My response was definitely meant for OPP and if that became muddled, I apologize. On your point about Ducks Unlimited, that was a perfect example of how little care to detail ACE has. They were just padding groups to make it appear as if they were reviewing many groups when they weren’t, and they didn’t even do a simple Google search to see what the group was. Then they put false info on Guidestar to further mislead people. It’s amazing how this disturbing fact never gets questioned. You’re reading things into the video that we did not say. For instance, we don’t say Ace was founded to “specifically to promote Nick Cooney,” or that he is in it for the money. We also say “potential” because we don’t have access to ACE emails and documents which may offer definitive proof. However, the evidence of unethical behavior is so overwhelming that it cannot be ignored.
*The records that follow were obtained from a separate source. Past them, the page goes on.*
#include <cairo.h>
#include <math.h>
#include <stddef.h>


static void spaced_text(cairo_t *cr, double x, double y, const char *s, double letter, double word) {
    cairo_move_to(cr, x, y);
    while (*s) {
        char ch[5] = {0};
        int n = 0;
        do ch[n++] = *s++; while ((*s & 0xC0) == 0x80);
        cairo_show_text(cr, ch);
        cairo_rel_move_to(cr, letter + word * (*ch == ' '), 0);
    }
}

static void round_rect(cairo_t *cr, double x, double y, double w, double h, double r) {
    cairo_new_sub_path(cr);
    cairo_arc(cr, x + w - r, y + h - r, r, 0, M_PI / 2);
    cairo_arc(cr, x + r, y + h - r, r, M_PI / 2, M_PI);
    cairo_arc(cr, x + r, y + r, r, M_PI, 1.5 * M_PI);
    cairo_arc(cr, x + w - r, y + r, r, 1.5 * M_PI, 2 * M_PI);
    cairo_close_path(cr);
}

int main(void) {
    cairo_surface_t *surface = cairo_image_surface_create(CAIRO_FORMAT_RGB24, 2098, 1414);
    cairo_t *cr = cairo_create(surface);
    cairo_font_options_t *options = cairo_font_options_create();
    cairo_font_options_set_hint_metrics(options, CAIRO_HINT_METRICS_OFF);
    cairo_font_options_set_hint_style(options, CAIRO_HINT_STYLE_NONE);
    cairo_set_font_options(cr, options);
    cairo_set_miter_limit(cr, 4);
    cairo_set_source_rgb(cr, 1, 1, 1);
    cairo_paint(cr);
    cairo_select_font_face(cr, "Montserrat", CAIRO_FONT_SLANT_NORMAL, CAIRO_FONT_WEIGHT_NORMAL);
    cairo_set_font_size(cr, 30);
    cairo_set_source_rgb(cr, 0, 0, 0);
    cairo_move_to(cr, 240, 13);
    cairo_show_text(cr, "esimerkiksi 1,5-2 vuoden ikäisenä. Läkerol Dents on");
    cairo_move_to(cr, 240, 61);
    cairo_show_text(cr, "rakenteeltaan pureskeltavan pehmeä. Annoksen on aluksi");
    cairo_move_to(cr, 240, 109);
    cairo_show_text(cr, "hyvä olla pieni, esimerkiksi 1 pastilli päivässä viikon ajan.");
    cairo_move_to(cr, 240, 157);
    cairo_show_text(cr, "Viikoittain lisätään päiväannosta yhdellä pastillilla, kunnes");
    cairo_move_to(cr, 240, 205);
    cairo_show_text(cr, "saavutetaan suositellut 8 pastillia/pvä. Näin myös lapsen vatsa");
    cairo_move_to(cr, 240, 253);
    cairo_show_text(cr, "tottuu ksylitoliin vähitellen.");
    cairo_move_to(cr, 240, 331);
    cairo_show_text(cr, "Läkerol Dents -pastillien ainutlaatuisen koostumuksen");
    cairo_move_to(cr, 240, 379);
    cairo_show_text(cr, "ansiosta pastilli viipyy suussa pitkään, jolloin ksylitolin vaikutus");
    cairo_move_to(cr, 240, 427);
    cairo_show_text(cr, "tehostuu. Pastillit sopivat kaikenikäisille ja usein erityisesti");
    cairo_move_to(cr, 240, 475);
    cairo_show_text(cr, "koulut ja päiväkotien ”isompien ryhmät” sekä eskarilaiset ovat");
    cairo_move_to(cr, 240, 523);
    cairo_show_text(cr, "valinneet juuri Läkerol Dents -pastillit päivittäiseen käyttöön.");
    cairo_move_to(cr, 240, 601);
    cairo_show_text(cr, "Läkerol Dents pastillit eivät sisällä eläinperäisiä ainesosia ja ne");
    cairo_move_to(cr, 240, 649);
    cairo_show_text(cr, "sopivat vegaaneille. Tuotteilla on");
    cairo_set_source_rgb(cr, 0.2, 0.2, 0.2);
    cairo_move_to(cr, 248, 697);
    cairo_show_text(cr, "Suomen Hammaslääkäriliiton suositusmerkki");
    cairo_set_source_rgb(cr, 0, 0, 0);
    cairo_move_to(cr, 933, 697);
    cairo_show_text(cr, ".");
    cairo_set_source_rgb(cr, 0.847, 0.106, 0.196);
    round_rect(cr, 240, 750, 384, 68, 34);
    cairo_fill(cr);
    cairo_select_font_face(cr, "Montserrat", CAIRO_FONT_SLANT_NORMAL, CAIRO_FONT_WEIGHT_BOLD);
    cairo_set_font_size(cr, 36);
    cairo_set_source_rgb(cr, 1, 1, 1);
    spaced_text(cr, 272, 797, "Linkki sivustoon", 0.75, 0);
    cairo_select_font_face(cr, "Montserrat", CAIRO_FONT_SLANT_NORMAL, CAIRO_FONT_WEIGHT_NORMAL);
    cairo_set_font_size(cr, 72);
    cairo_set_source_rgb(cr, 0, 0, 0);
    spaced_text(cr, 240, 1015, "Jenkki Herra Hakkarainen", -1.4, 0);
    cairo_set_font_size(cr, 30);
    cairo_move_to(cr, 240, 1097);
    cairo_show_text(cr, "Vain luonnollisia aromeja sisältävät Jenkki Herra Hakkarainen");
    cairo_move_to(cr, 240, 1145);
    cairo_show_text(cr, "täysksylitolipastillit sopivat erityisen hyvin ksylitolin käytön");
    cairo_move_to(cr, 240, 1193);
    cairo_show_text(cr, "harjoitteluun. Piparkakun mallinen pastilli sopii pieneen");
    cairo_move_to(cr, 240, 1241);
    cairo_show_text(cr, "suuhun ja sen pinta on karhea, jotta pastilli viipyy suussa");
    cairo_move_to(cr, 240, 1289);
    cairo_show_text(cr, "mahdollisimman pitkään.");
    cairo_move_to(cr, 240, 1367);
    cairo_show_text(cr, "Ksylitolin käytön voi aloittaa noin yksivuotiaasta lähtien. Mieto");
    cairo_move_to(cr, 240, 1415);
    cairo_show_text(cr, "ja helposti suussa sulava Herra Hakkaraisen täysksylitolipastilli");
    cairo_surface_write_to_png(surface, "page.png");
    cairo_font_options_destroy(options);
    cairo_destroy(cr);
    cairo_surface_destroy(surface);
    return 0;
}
Which raises the question of why OPP is ignoring it. I am giving Ms. Tuna the benefit of the doubt, that all her intentions are good and that she has not been made aware of how OPP is staining its name by being associated with such unethical activity. That’s why I have been responding here and emailing OPP, as I want to give them the chance to understand what is happening. I will continue to try to reach out to her and, hopefully, she will be just as upset as we are. It is also our hope that some law enforcement agency will investigate ACE. At that point we will learn even more about what they are doing and perhaps even why OPP seems just fine with financially supporting such an unethical operation.

lol. On what grounds do you want to sue them? The first amendment gives every organization the right to recommend charities according to their own criteria. You might think that ACE is a bad organization, but please don’t pretend disagreeing with you is a crime. Also note how you did not respond to any of the points I raised.

I never said we were going to sue them. You are misreading all sorts of things.